- Born: Thomas Erickson Watt 14 February 1956 (age 70) Wanstead, Essex, England
- Occupations: Actor; writer; broadcaster;
- Years active: 1981–present
- Known for: EastEnders (1985–1988, 2019, 2022)
- Children: 1

= Tom Watt (actor) =

English actor and broadcaster (born 1956)

Thomas Erickson Watt (born 14 February 1956) is an English actor, writer and broadcaster, known for playing Lofty Holloway in the BBC One soap opera EastEnders. He is also known for his appearances on the BBC radio show Fighting Talk and his documentary films for BT Sport.

==Career==

=== Acting ===
Born in Wanstead, Watt studied drama at the University of Manchester where he directed several stage productions. One of his first television roles was in the comedy series Never the Twain in 1981, but his big break came in 1985 when he was cast as one of the original characters in the BBC One soap opera, EastEnders. Watt played Lofty Holloway, the barman of the Queen Vic pub, from the show's inception until 1988.

Other acting credits include roles in the BBC drama South of the Border, a South London detective show; the role of Norman in the 1990 film for ITV called And the Nightingale Sang, a love story set during the war; Boon 1992, with Michael Elphick; as well as a minor role in the 1992 film Patriot Games.

As well as television and film he has had many theatre and stage roles. Most notably, he starred in the one-man show Fever Pitch, based on the Nick Hornby novel of the same name. Watt appeared in an episode of the BBC TV series New Tricks, had a minor role in Guy Ritchie's Sherlock Holmes and appeared in a production of Madness in Valencia.

In 2019 and 2022, Watt reprised his role as Lofty Holloway in EastEnders for two episodes, for the funerals of Dr. Harold Legg and Dot Cotton.

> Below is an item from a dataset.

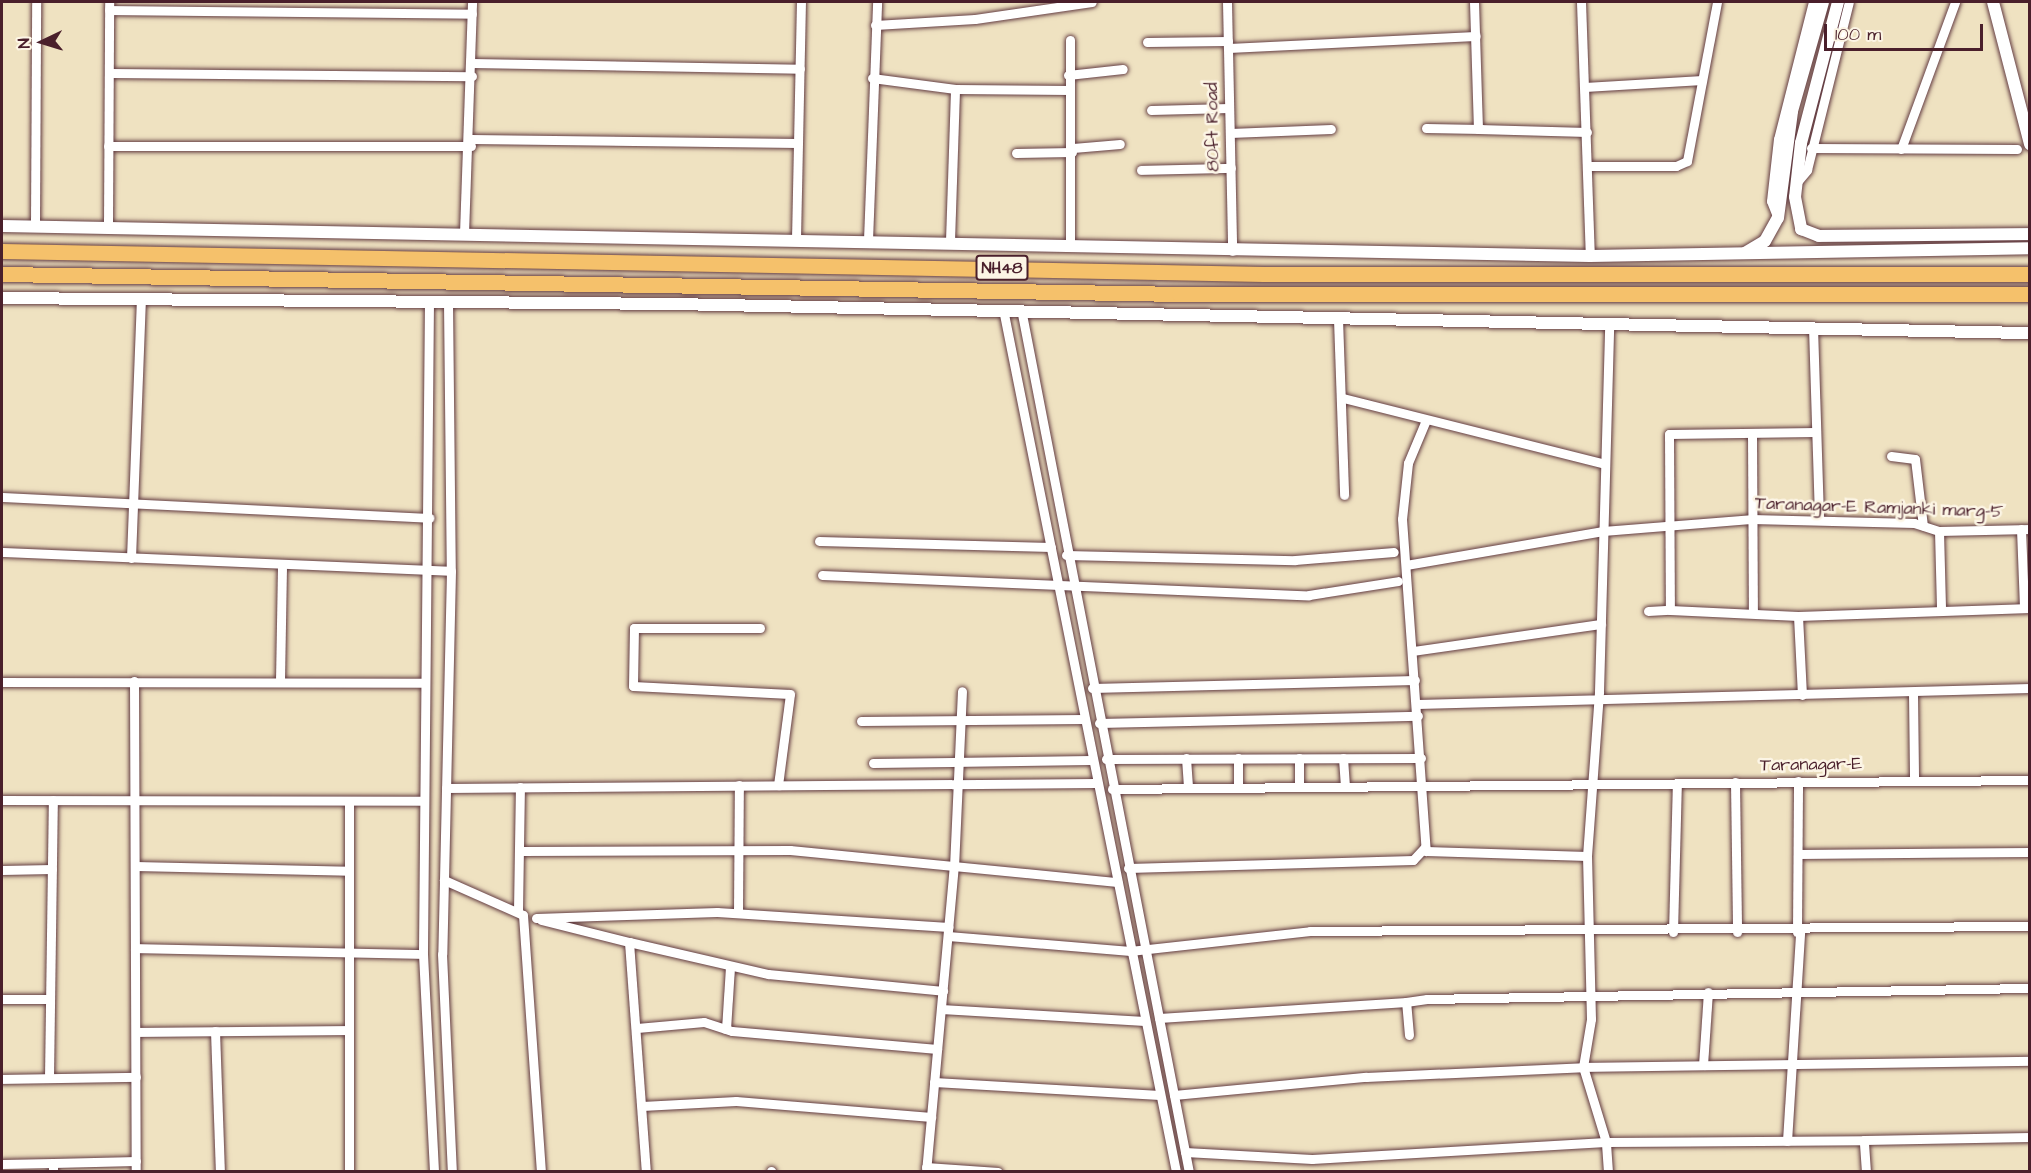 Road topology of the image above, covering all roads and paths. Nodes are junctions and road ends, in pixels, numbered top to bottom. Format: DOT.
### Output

===Television and radio===
After leaving EastEnders, Watt began presenting sports segments for Channel 4, Radio 1, Radio 3, Radio 5 Live, Talksport, and Cable TV. He has also written, presented and produced several documentaries about football for BT Sport Films, including the Football Outposts series. Watt featured regularly on BBC Radio 5 Live's Fighting Talk, where he won the Champion of Champions trophy on 28 May 2011. He hosted Arsenal TV's Monday night Fans' Forum until the show was discontinued. He also produced, directed and presented the Channel 4 children's sports show, Rookies in the early 1990s.

===Music===
Watt recorded a cover version of Bob Dylan's 1965 song "Subterranean Homesick Blues" in 1985, with members of the English rock band New Order among other artists appearing in the music video. The single peaked at number 67 in the UK singles chart.

===Writing===
Watt wrote match reports and features for The Observer for several years. He has written nine books about football, including The End, A Passion for the Game, A Beautiful Game and the legacy book for the 2010 World Cup in South Africa. He was the ghost-writer for the David Beckham autobiography, My Side, which won a special prize at the British Book Awards. In 2017, Watt wrote 13 Years In Heaven with Thomas Salme.

==Personal life==
Watt was once romantically involved with his EastEnders castmate Anita Dobson, who played Angie Watts. He married his wife in 1993 and they have since had a son, Roland.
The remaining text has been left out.